Task brief -
Your answer should consist of the listing, repeated exactly.

>>

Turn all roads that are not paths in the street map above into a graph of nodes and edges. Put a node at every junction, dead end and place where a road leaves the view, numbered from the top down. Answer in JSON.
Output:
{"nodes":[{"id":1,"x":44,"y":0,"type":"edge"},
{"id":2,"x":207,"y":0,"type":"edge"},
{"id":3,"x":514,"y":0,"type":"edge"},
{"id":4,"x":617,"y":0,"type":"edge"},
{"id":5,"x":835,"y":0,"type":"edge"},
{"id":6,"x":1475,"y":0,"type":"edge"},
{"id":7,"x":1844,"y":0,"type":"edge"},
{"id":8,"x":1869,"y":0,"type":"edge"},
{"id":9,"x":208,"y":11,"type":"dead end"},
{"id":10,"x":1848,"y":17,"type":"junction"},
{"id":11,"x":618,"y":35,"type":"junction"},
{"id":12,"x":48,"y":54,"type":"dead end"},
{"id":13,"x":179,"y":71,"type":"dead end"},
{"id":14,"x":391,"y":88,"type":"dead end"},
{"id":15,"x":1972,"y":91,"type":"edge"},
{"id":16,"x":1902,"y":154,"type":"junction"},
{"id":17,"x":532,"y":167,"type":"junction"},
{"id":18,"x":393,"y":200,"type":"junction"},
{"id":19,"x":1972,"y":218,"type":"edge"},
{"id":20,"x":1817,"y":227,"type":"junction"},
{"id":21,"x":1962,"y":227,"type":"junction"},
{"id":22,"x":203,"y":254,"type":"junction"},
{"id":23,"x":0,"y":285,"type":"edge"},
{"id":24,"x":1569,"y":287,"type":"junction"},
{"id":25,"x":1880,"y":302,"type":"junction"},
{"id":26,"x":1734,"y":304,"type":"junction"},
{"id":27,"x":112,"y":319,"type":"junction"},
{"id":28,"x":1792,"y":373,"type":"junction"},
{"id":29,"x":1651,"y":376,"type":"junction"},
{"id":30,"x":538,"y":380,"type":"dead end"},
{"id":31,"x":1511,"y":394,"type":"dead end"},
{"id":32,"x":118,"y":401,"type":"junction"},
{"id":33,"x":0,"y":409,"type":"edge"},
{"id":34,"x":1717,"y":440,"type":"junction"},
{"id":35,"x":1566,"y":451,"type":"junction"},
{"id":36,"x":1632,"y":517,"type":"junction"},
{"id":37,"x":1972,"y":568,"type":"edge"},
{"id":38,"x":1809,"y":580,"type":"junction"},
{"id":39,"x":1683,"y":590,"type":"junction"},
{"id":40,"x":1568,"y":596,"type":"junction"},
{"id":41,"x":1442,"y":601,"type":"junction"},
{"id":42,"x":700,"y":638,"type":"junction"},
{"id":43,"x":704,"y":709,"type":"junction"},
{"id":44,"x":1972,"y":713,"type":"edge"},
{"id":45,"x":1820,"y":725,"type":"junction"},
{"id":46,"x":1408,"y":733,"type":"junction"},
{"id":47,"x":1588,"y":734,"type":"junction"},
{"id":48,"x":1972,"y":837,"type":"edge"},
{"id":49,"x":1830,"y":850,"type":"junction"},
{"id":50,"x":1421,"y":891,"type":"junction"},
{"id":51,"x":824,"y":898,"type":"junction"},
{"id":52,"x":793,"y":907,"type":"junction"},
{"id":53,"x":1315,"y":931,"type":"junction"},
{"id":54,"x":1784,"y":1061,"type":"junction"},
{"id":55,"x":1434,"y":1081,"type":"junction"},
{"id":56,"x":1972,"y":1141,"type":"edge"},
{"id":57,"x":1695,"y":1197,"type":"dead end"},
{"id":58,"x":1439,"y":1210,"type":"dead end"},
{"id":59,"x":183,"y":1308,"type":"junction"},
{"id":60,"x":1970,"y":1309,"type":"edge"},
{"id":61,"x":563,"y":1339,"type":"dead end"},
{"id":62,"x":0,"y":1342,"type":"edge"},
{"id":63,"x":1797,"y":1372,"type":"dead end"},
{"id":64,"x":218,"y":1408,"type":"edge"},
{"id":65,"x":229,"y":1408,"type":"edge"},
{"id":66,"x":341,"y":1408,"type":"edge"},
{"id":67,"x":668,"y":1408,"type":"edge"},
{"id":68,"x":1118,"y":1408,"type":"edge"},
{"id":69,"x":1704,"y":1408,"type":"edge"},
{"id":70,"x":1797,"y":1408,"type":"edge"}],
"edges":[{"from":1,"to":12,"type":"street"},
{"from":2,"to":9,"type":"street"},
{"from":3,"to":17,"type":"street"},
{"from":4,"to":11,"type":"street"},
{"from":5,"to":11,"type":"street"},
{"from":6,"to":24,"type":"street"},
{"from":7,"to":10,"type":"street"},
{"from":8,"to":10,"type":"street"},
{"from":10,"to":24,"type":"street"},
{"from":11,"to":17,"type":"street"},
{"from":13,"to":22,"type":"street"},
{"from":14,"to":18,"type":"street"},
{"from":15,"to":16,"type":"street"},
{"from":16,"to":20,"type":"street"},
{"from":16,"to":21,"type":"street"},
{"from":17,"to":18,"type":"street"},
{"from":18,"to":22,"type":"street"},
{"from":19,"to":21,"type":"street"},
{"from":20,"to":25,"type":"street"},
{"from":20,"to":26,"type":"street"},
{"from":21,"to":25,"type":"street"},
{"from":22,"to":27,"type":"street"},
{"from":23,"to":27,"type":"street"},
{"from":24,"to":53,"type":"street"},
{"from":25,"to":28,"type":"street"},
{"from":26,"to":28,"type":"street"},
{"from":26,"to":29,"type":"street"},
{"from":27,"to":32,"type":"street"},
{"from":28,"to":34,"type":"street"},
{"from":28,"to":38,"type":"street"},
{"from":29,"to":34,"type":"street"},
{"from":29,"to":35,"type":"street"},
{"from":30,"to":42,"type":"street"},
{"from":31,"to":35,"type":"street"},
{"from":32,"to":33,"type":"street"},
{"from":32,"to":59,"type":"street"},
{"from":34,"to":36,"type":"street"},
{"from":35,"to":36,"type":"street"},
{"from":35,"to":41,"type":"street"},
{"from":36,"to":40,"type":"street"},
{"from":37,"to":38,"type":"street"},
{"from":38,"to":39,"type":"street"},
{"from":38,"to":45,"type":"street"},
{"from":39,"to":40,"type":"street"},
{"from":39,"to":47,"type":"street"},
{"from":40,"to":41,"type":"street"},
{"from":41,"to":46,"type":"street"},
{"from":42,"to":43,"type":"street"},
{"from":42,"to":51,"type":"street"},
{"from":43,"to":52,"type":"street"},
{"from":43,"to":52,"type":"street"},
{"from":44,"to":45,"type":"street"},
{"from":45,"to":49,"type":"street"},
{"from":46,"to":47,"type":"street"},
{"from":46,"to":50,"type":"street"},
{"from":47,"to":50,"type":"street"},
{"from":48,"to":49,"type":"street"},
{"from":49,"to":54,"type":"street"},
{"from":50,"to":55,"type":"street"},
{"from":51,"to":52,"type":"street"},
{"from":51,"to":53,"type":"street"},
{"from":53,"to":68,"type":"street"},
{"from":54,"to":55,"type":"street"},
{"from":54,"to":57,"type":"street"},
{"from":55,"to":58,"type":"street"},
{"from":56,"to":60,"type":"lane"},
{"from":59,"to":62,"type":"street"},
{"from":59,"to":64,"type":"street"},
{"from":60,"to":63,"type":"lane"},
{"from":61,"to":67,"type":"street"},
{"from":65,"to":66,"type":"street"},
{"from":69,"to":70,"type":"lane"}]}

<<

Expected output -
Turn all roads that are not paths in the street map above into a graph of nodes and edges. Put a node at every junction, dead end and place where a road leaves the view, numbered from the top down. Answer in JSON.
Output:
{"nodes":[{"id":1,"x":44,"y":0,"type":"edge"},
{"id":2,"x":207,"y":0,"type":"edge"},
{"id":3,"x":514,"y":0,"type":"edge"},
{"id":4,"x":617,"y":0,"type":"edge"},
{"id":5,"x":835,"y":0,"type":"edge"},
{"id":6,"x":1475,"y":0,"type":"edge"},
{"id":7,"x":1844,"y":0,"type":"edge"},
{"id":8,"x":1869,"y":0,"type":"edge"},
{"id":9,"x":208,"y":11,"type":"dead end"},
{"id":10,"x":1848,"y":17,"type":"junction"},
{"id":11,"x":618,"y":35,"type":"junction"},
{"id":12,"x":48,"y":54,"type":"dead end"},
{"id":13,"x":179,"y":71,"type":"dead end"},
{"id":14,"x":391,"y":88,"type":"dead end"},
{"id":15,"x":1972,"y":91,"type":"edge"},
{"id":16,"x":1902,"y":154,"type":"junction"},
{"id":17,"x":532,"y":167,"type":"junction"},
{"id":18,"x":393,"y":200,"type":"junction"},
{"id":19,"x":1972,"y":218,"type":"edge"},
{"id":20,"x":1817,"y":227,"type":"junction"},
{"id":21,"x":1962,"y":227,"type":"junction"},
{"id":22,"x":203,"y":254,"type":"junction"},
{"id":23,"x":0,"y":285,"type":"edge"},
{"id":24,"x":1569,"y":287,"type":"junction"},
{"id":25,"x":1880,"y":302,"type":"junction"},
{"id":26,"x":1734,"y":304,"type":"junction"},
{"id":27,"x":112,"y":319,"type":"junction"},
{"id":28,"x":1792,"y":373,"type":"junction"},
{"id":29,"x":1651,"y":376,"type":"junction"},
{"id":30,"x":538,"y":380,"type":"dead end"},
{"id":31,"x":1511,"y":394,"type":"dead end"},
{"id":32,"x":118,"y":401,"type":"junction"},
{"id":33,"x":0,"y":409,"type":"edge"},
{"id":34,"x":1717,"y":440,"type":"junction"},
{"id":35,"x":1566,"y":451,"type":"junction"},
{"id":36,"x":1632,"y":517,"type":"junction"},
{"id":37,"x":1972,"y":568,"type":"edge"},
{"id":38,"x":1809,"y":580,"type":"junction"},
{"id":39,"x":1683,"y":590,"type":"junction"},
{"id":40,"x":1568,"y":596,"type":"junction"},
{"id":41,"x":1442,"y":601,"type":"junction"},
{"id":42,"x":700,"y":638,"type":"junction"},
{"id":43,"x":704,"y":709,"type":"junction"},
{"id":44,"x":1972,"y":713,"type":"edge"},
{"id":45,"x":1820,"y":725,"type":"junction"},
{"id":46,"x":1408,"y":733,"type":"junction"},
{"id":47,"x":1588,"y":734,"type":"junction"},
{"id":48,"x":1972,"y":837,"type":"edge"},
{"id":49,"x":1830,"y":850,"type":"junction"},
{"id":50,"x":1421,"y":891,"type":"junction"},
{"id":51,"x":824,"y":898,"type":"junction"},
{"id":52,"x":793,"y":907,"type":"junction"},
{"id":53,"x":1315,"y":931,"type":"junction"},
{"id":54,"x":1784,"y":1061,"type":"junction"},
{"id":55,"x":1434,"y":1081,"type":"junction"},
{"id":56,"x":1972,"y":1141,"type":"edge"},
{"id":57,"x":1695,"y":1197,"type":"dead end"},
{"id":58,"x":1439,"y":1210,"type":"dead end"},
{"id":59,"x":183,"y":1308,"type":"junction"},
{"id":60,"x":1970,"y":1309,"type":"edge"},
{"id":61,"x":563,"y":1339,"type":"dead end"},
{"id":62,"x":0,"y":1342,"type":"edge"},
{"id":63,"x":1797,"y":1372,"type":"dead end"},
{"id":64,"x":218,"y":1408,"type":"edge"},
{"id":65,"x":229,"y":1408,"type":"edge"},
{"id":66,"x":341,"y":1408,"type":"edge"},
{"id":67,"x":668,"y":1408,"type":"edge"},
{"id":68,"x":1118,"y":1408,"type":"edge"},
{"id":69,"x":1704,"y":1408,"type":"edge"},
{"id":70,"x":1797,"y":1408,"type":"edge"}],
"edges":[{"from":1,"to":12,"type":"street"},
{"from":2,"to":9,"type":"street"},
{"from":3,"to":17,"type":"street"},
{"from":4,"to":11,"type":"street"},
{"from":5,"to":11,"type":"street"},
{"from":6,"to":24,"type":"street"},
{"from":7,"to":10,"type":"street"},
{"from":8,"to":10,"type":"street"},
{"from":10,"to":24,"type":"street"},
{"from":11,"to":17,"type":"street"},
{"from":13,"to":22,"type":"street"},
{"from":14,"to":18,"type":"street"},
{"from":15,"to":16,"type":"street"},
{"from":16,"to":20,"type":"street"},
{"from":16,"to":21,"type":"street"},
{"from":17,"to":18,"type":"street"},
{"from":18,"to":22,"type":"street"},
{"from":19,"to":21,"type":"street"},
{"from":20,"to":25,"type":"street"},
{"from":20,"to":26,"type":"street"},
{"from":21,"to":25,"type":"street"},
{"from":22,"to":27,"type":"street"},
{"from":23,"to":27,"type":"street"},
{"from":24,"to":53,"type":"street"},
{"from":25,"to":28,"type":"street"},
{"from":26,"to":28,"type":"street"},
{"from":26,"to":29,"type":"street"},
{"from":27,"to":32,"type":"street"},
{"from":28,"to":34,"type":"street"},
{"from":28,"to":38,"type":"street"},
{"from":29,"to":34,"type":"street"},
{"from":29,"to":35,"type":"street"},
{"from":30,"to":42,"type":"street"},
{"from":31,"to":35,"type":"street"},
{"from":32,"to":33,"type":"street"},
{"from":32,"to":59,"type":"street"},
{"from":34,"to":36,"type":"street"},
{"from":35,"to":36,"type":"street"},
{"from":35,"to":41,"type":"street"},
{"from":36,"to":40,"type":"street"},
{"from":37,"to":38,"type":"street"},
{"from":38,"to":39,"type":"street"},
{"from":38,"to":45,"type":"street"},
{"from":39,"to":40,"type":"street"},
{"from":39,"to":47,"type":"street"},
{"from":40,"to":41,"type":"street"},
{"from":41,"to":46,"type":"street"},
{"from":42,"to":43,"type":"street"},
{"from":42,"to":51,"type":"street"},
{"from":43,"to":52,"type":"street"},
{"from":43,"to":52,"type":"street"},
{"from":44,"to":45,"type":"street"},
{"from":45,"to":49,"type":"street"},
{"from":46,"to":47,"type":"street"},
{"from":46,"to":50,"type":"street"},
{"from":47,"to":50,"type":"street"},
{"from":48,"to":49,"type":"street"},
{"from":49,"to":54,"type":"street"},
{"from":50,"to":55,"type":"street"},
{"from":51,"to":52,"type":"street"},
{"from":51,"to":53,"type":"street"},
{"from":53,"to":68,"type":"street"},
{"from":54,"to":55,"type":"street"},
{"from":54,"to":57,"type":"street"},
{"from":55,"to":58,"type":"street"},
{"from":56,"to":60,"type":"lane"},
{"from":59,"to":62,"type":"street"},
{"from":59,"to":64,"type":"street"},
{"from":60,"to":63,"type":"lane"},
{"from":61,"to":67,"type":"street"},
{"from":65,"to":66,"type":"street"},
{"from":69,"to":70,"type":"lane"}]}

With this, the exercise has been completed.